Among the entries below, find the lines with "研究方向" and copy them.

+++ Provided information

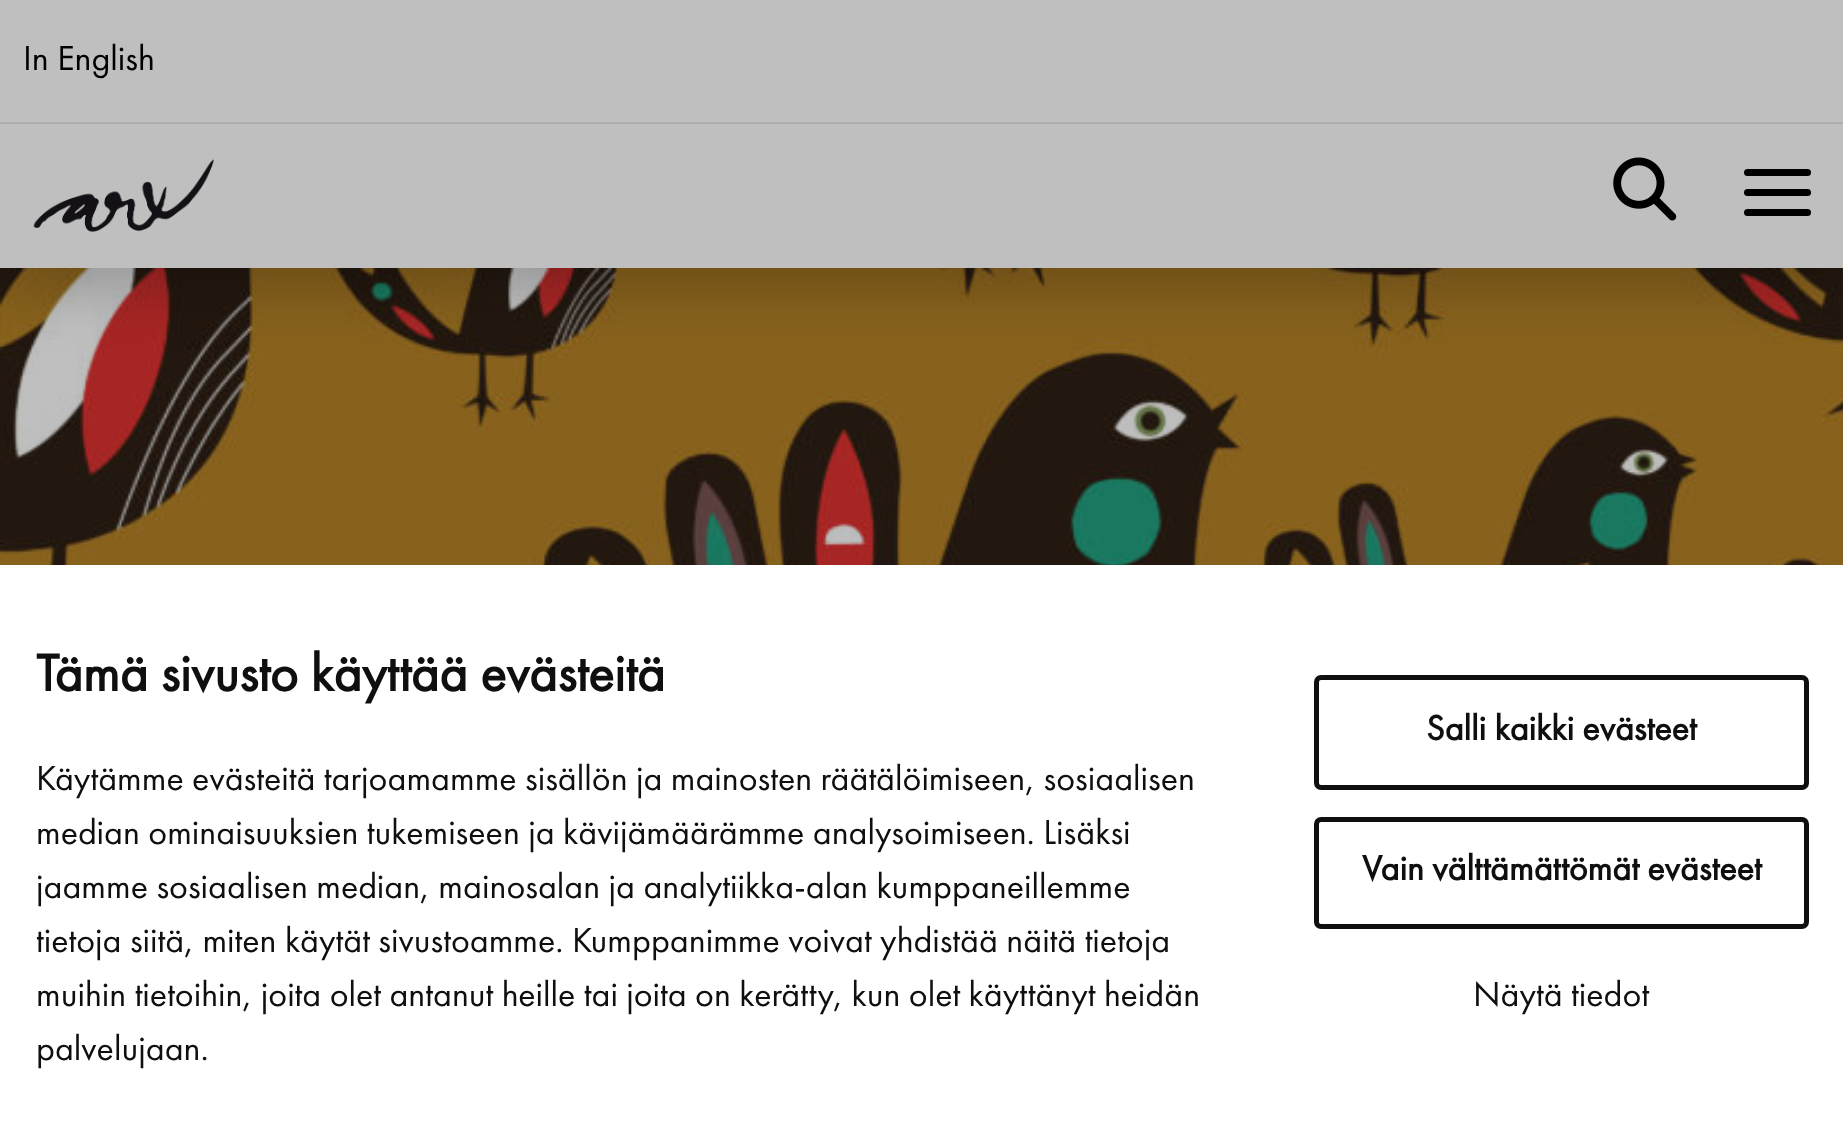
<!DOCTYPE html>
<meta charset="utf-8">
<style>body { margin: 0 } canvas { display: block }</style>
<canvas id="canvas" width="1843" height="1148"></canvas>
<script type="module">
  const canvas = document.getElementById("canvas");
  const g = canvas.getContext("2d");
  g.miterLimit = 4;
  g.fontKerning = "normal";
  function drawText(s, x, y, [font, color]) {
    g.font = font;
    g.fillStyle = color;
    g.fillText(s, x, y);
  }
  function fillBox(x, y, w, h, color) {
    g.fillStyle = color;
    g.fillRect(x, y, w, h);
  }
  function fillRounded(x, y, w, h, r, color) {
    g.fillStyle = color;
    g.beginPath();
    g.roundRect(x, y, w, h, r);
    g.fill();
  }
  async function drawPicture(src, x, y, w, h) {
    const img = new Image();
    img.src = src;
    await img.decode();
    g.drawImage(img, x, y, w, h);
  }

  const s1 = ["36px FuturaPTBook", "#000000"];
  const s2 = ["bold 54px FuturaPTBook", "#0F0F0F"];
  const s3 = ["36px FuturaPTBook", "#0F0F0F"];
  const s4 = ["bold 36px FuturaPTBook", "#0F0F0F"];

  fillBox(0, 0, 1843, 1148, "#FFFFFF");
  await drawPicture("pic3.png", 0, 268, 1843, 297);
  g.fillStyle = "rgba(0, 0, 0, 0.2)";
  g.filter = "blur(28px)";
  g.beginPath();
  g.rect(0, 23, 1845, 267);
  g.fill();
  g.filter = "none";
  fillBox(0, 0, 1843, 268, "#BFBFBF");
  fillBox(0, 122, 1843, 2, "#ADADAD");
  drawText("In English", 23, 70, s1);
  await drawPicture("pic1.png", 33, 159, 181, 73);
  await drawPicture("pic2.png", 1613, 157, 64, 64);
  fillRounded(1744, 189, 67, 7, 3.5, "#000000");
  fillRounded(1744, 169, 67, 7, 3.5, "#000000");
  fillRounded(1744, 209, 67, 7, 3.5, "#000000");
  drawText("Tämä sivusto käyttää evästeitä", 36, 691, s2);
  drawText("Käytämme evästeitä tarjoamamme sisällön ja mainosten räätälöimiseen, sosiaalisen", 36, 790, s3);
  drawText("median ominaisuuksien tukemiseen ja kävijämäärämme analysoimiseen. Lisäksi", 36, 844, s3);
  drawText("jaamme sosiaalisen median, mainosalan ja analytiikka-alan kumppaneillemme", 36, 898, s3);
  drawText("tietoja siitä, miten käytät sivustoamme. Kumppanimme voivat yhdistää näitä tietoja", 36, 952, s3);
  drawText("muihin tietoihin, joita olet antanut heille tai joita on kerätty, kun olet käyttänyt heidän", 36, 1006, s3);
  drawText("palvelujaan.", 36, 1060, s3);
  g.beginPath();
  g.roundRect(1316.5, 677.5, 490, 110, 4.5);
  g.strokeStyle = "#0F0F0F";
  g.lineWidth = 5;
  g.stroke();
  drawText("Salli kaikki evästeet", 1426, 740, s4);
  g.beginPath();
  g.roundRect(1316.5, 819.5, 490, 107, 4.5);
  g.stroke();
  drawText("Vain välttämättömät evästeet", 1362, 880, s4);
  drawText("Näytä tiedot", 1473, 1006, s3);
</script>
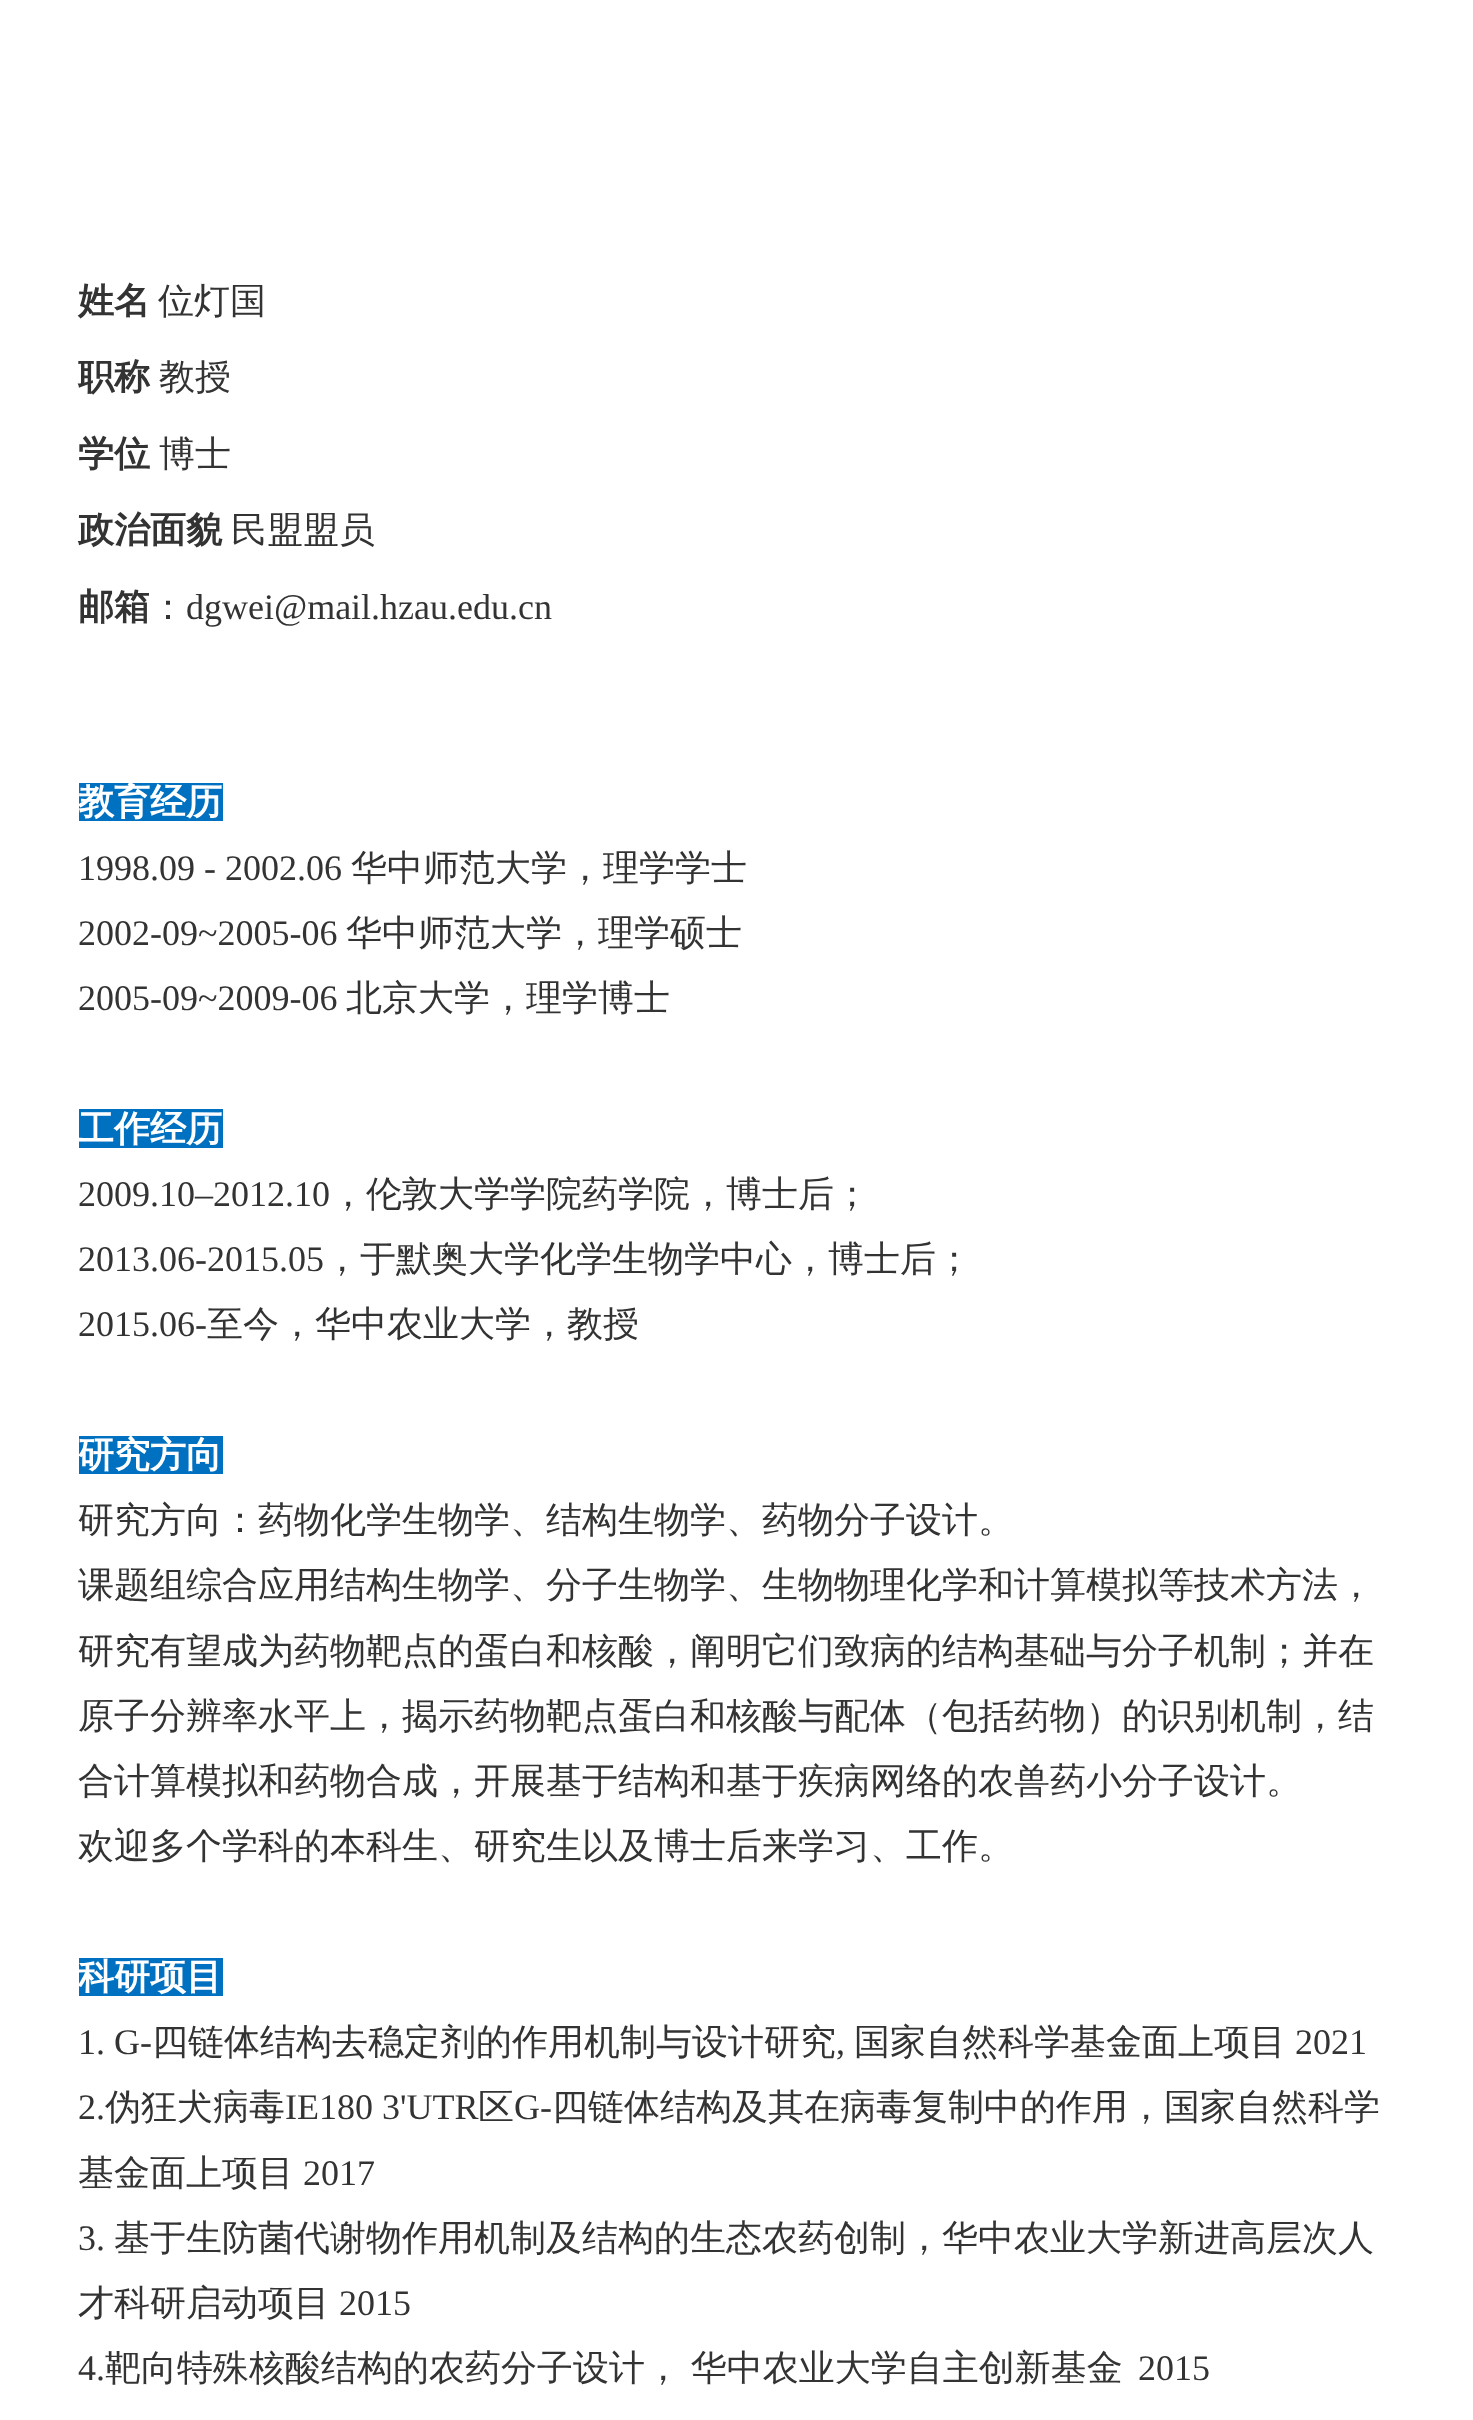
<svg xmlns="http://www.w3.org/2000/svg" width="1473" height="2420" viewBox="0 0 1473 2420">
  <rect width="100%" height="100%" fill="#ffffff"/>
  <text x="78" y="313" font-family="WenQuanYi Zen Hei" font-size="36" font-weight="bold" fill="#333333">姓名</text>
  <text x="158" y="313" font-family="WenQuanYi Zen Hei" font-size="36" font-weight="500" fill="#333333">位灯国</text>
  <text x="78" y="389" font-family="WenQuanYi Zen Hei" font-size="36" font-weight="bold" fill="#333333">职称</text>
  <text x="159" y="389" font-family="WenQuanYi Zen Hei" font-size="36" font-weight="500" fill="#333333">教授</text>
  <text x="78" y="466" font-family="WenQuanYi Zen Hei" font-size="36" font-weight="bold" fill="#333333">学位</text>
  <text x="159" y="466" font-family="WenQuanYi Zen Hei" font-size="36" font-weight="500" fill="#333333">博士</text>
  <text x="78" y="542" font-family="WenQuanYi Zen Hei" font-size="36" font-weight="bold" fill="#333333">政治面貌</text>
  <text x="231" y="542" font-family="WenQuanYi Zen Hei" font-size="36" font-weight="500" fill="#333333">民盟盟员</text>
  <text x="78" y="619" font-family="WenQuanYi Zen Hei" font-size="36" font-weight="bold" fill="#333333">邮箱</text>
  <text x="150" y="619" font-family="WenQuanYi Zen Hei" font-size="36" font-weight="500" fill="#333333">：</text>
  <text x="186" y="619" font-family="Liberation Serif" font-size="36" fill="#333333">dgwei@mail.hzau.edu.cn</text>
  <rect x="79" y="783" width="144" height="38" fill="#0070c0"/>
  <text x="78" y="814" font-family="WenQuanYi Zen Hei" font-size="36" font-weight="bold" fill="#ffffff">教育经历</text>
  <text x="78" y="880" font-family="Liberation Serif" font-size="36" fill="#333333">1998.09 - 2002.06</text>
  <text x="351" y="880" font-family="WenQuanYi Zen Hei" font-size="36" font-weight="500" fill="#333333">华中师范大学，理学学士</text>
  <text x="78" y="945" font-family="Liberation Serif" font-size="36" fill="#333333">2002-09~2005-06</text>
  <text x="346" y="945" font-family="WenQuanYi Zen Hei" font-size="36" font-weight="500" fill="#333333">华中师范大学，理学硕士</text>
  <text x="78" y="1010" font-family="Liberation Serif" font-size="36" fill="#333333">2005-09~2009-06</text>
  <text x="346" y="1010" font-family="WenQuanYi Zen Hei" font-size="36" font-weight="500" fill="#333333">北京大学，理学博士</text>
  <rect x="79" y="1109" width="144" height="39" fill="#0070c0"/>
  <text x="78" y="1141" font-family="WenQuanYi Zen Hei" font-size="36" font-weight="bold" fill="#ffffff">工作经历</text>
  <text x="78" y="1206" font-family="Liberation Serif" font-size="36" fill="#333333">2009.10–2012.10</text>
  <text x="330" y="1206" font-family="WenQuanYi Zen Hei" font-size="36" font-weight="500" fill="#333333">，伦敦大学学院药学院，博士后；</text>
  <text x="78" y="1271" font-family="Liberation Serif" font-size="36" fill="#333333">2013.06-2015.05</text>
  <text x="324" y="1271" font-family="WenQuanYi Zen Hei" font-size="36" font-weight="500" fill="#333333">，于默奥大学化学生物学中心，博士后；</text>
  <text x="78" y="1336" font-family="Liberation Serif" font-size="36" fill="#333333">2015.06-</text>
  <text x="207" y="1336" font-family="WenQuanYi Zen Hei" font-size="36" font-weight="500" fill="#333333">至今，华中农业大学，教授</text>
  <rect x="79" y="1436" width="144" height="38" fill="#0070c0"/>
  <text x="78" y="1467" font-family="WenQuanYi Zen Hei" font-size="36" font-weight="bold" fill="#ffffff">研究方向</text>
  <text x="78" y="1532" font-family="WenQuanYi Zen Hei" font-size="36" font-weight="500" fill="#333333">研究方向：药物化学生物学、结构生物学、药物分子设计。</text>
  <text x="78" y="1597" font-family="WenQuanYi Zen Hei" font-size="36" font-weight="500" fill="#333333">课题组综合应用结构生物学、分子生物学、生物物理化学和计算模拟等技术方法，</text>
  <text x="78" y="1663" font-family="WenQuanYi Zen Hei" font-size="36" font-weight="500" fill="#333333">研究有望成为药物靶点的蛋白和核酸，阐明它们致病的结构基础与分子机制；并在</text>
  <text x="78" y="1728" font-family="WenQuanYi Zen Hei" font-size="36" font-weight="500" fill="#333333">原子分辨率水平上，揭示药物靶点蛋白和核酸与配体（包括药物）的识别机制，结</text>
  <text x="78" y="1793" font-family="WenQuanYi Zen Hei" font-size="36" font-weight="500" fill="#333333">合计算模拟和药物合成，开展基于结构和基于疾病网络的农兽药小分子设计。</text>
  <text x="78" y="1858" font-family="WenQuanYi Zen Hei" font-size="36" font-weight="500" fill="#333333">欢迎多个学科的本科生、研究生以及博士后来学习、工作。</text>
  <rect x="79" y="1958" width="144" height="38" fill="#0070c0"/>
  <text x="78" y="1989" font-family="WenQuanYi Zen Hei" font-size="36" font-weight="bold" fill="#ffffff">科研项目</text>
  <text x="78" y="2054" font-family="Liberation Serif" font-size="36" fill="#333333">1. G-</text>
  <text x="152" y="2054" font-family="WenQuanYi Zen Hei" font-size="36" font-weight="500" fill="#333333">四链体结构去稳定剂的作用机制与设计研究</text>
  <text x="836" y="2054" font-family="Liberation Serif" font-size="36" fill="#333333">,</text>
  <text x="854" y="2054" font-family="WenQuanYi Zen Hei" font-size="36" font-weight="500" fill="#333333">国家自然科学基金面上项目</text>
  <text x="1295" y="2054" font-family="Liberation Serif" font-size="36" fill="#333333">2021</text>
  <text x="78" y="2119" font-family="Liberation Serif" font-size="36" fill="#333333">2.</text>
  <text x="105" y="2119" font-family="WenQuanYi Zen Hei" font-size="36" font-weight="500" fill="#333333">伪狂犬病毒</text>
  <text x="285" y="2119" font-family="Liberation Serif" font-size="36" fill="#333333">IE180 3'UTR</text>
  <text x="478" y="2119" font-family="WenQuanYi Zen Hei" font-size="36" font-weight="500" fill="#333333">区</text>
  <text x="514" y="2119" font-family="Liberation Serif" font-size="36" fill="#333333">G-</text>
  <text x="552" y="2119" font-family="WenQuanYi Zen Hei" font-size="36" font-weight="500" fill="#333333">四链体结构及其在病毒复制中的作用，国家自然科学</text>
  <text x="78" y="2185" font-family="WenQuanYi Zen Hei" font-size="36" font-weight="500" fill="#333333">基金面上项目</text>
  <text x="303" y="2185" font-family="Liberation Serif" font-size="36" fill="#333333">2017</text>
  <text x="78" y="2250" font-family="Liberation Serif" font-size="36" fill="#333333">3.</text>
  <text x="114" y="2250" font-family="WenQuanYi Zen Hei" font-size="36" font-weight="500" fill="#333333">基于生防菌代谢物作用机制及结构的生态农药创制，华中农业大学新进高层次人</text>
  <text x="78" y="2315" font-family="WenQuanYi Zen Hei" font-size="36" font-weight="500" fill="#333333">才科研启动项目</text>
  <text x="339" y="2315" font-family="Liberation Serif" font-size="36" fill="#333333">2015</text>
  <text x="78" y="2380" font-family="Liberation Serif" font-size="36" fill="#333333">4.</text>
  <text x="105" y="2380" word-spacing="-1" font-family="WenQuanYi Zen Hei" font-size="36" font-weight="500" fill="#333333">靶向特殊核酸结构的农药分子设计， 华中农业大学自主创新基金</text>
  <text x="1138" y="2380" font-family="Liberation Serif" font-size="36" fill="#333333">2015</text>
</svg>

++++++

Result
  <text x="78" y="1467" font-family="WenQuanYi Zen Hei" font-size="36" font-weight="bold" fill="#ffffff">研究方向</text>
  <text x="78" y="1532" font-family="WenQuanYi Zen Hei" font-size="36" font-weight="500" fill="#333333">研究方向：药物化学生物学、结构生物学、药物分子设计。</text>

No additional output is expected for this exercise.